I’ve been handling my loneliness badly again, or still. It sure is hard to do anything productive when you’re depressed. The internet beckons with its often worthless wares, because it’s so easy to just sit here and surf, avoiding the fact that I’m lonely and therefore unmotivated to get up and practice or make lunch or clean the bathroom or take a walk or pray. Going to a dulcimer festival, visiting friends afterwards, even having a student over, makes the loneliness so much worse. It’s easier to live with thirst in the desert than to live surrounded by water that you can’t get hold of.

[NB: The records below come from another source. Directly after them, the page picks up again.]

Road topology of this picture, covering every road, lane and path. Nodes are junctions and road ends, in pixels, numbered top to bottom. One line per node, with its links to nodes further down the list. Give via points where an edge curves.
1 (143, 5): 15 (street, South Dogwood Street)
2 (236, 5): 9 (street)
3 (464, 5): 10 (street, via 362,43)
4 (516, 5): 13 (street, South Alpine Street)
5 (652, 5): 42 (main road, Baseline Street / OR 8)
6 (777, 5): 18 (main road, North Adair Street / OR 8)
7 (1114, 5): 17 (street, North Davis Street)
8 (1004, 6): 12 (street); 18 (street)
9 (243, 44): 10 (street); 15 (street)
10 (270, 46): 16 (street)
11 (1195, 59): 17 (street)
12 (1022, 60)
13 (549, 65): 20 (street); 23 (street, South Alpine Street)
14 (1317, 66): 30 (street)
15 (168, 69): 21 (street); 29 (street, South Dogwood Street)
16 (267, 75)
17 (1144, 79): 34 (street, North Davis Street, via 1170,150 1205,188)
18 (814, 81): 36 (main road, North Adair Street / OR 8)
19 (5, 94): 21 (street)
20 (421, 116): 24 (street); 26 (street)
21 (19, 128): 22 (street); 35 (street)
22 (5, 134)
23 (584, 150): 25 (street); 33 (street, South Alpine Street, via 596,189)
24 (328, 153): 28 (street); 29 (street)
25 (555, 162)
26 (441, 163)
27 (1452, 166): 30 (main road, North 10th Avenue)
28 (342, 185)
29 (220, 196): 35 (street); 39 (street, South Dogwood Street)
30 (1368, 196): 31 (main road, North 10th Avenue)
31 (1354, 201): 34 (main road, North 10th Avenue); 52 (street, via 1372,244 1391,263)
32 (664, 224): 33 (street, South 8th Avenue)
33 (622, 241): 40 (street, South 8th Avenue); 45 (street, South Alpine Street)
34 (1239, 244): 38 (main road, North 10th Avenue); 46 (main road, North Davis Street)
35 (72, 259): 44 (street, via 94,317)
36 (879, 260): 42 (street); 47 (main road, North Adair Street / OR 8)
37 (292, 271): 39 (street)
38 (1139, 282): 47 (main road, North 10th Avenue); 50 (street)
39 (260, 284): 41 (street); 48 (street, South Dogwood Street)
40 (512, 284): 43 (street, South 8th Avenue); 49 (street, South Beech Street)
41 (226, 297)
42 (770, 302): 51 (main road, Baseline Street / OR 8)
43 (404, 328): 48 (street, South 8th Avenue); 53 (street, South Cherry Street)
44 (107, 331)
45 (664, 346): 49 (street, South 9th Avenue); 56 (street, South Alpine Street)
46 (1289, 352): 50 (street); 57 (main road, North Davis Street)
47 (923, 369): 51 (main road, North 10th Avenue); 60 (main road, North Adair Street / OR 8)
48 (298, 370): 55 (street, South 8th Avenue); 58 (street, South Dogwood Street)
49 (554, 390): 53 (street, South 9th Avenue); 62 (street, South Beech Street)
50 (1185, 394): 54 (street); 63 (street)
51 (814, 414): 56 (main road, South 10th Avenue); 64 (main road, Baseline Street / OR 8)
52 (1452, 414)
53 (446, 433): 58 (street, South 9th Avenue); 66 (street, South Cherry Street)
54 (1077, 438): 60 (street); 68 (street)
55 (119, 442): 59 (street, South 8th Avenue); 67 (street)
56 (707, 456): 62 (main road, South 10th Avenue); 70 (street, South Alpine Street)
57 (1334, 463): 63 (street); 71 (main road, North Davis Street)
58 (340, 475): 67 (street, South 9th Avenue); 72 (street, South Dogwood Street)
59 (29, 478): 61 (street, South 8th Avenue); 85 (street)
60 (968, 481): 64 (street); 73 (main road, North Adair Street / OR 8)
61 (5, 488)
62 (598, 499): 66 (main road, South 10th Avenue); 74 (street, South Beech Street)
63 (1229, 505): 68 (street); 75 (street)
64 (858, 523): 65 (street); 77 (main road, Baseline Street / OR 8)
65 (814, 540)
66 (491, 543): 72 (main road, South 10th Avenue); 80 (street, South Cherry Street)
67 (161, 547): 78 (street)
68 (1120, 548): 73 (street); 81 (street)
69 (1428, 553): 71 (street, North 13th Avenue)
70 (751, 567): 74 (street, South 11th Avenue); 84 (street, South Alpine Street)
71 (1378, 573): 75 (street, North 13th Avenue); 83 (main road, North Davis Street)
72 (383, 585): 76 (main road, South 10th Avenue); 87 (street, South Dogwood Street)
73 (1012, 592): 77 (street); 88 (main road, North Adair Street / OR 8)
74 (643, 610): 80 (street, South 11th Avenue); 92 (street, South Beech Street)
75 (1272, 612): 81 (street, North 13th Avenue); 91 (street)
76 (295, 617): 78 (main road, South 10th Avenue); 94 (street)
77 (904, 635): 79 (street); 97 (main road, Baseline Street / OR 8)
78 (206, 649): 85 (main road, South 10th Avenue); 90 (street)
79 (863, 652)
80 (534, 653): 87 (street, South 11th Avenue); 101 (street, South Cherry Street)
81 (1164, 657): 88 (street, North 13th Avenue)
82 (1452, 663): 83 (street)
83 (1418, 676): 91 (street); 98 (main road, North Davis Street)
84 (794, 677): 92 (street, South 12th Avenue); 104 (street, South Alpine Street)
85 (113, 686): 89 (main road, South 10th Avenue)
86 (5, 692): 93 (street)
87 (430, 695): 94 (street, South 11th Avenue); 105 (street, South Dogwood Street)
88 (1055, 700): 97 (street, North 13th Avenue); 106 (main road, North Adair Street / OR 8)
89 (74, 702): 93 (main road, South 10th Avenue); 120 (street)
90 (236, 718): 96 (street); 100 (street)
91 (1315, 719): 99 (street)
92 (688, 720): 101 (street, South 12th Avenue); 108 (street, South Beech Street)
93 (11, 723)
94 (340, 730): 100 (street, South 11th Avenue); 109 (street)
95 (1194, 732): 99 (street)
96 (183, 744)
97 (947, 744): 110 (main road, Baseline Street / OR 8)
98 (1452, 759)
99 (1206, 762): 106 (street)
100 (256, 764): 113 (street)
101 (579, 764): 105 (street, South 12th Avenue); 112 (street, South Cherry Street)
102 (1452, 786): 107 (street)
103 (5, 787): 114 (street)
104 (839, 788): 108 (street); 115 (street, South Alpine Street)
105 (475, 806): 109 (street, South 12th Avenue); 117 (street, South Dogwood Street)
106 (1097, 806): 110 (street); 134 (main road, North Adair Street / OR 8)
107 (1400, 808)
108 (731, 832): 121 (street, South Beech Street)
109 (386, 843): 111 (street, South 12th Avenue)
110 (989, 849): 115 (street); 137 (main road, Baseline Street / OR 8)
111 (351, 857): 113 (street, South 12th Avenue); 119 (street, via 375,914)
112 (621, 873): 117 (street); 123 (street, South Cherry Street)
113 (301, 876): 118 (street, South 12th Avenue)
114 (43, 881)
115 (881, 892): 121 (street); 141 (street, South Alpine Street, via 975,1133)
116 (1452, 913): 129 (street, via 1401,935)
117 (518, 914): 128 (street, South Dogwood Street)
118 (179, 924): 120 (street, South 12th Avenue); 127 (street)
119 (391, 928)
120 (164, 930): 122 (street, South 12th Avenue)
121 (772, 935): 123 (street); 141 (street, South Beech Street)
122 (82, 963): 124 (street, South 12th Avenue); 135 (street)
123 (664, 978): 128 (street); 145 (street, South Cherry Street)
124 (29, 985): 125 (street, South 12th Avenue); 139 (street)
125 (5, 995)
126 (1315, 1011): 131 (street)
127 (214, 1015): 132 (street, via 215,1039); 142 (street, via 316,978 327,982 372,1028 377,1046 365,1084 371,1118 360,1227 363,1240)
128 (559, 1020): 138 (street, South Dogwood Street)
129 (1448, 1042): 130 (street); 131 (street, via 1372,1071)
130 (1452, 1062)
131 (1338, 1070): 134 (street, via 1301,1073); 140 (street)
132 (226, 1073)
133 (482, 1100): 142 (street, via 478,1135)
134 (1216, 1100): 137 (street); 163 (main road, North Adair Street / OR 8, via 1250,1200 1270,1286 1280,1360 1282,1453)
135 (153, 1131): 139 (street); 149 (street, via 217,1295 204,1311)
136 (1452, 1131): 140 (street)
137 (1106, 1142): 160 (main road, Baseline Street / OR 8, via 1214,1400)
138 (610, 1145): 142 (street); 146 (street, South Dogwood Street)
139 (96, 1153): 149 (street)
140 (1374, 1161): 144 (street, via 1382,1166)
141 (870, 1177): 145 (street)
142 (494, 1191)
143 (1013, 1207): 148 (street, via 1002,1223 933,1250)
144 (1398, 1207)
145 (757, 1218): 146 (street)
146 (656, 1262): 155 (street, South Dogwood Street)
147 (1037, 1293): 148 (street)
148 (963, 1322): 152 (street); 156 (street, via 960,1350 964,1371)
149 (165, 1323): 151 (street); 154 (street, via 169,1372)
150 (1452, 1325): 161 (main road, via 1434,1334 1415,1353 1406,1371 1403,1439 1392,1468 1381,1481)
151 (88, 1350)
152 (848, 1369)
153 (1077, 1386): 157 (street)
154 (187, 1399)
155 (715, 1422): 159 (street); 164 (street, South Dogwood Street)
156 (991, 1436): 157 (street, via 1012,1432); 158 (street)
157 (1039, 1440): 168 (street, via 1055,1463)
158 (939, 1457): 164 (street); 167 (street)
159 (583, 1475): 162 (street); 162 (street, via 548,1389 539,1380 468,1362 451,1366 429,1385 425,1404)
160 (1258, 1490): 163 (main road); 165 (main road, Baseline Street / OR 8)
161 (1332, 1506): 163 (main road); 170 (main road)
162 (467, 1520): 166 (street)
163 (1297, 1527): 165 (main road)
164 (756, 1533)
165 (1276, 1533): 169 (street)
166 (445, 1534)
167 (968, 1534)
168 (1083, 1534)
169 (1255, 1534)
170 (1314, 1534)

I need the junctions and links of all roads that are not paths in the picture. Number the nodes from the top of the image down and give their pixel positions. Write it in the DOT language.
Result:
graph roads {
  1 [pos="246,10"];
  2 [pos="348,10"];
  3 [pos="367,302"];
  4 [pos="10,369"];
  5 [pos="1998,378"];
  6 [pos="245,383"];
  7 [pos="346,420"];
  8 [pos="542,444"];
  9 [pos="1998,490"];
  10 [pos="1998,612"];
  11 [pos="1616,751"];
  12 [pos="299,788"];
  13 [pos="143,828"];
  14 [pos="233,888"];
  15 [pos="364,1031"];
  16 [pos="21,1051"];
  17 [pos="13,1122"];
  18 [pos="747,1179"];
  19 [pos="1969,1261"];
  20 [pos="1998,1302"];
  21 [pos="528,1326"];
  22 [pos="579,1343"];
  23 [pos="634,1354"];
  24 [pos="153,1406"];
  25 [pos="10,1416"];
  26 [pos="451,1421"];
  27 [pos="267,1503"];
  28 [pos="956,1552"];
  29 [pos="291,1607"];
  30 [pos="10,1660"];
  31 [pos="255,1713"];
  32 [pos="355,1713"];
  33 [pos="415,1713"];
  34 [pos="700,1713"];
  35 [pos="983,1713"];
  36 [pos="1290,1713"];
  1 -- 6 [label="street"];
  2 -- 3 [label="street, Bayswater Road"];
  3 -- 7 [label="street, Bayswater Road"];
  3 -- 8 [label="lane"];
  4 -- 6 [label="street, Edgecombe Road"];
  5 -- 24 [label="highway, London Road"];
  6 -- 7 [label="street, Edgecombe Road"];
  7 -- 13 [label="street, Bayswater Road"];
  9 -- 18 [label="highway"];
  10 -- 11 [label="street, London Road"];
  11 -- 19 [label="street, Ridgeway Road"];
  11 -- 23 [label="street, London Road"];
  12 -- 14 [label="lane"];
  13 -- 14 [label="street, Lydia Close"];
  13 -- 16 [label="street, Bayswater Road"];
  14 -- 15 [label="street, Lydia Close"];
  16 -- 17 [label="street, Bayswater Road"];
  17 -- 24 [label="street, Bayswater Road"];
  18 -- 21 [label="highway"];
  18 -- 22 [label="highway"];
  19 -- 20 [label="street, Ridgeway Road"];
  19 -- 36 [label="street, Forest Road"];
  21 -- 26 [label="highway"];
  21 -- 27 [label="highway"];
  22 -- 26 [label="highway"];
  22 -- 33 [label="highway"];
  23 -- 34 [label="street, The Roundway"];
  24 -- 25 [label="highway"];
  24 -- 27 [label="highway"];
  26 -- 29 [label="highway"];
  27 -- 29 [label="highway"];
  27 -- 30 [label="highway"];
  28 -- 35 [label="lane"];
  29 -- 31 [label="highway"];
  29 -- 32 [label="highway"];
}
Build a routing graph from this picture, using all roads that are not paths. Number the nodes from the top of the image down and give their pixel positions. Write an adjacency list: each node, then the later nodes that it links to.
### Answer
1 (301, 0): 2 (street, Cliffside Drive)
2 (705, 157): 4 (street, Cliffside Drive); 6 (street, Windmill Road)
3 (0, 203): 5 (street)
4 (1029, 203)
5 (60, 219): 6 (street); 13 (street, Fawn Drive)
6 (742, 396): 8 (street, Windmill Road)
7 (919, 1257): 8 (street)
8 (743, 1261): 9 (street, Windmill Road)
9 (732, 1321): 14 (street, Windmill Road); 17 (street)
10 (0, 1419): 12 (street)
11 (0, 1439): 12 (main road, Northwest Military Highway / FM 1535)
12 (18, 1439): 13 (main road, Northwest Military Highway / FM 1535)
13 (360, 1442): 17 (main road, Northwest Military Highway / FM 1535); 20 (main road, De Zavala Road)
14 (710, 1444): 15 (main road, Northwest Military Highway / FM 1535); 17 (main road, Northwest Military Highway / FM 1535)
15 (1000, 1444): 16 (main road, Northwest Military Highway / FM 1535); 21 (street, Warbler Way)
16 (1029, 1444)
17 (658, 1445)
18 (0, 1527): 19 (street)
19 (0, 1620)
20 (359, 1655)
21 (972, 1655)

My trio played for a presbytery dinner and talk this past Friday. The talk was about the church and the arts. One question raised was, “is beauty objective?” I think beauty is just as rooted in God’s character as love and truth and goodness are, but I wonder if it’s objective in quite the same way. For example, I think I should have the highest ideal of moral excellence, even though I know I won’t have complete victory over sin in this life. But I’m not so sure that I have the same obligation to have the highest ideals of artistic excellence. At least, I still think it’s good for me to accept my students’ own goals, and not drive them as if they were ambitious to become professional performers and recording artists. I think it’s okay if someone just wants to have some fun making pretty music, even if “pretty” is simple and unsophisticated. Is that kind of “pretty” still artistically excellent? It seems some in the church reject anything that’s too sophisticated, and they suffer from the loss of the great hymn texts and perhaps also from the oversimplification of the tunes. But others might also err who reject anything that’s too simple.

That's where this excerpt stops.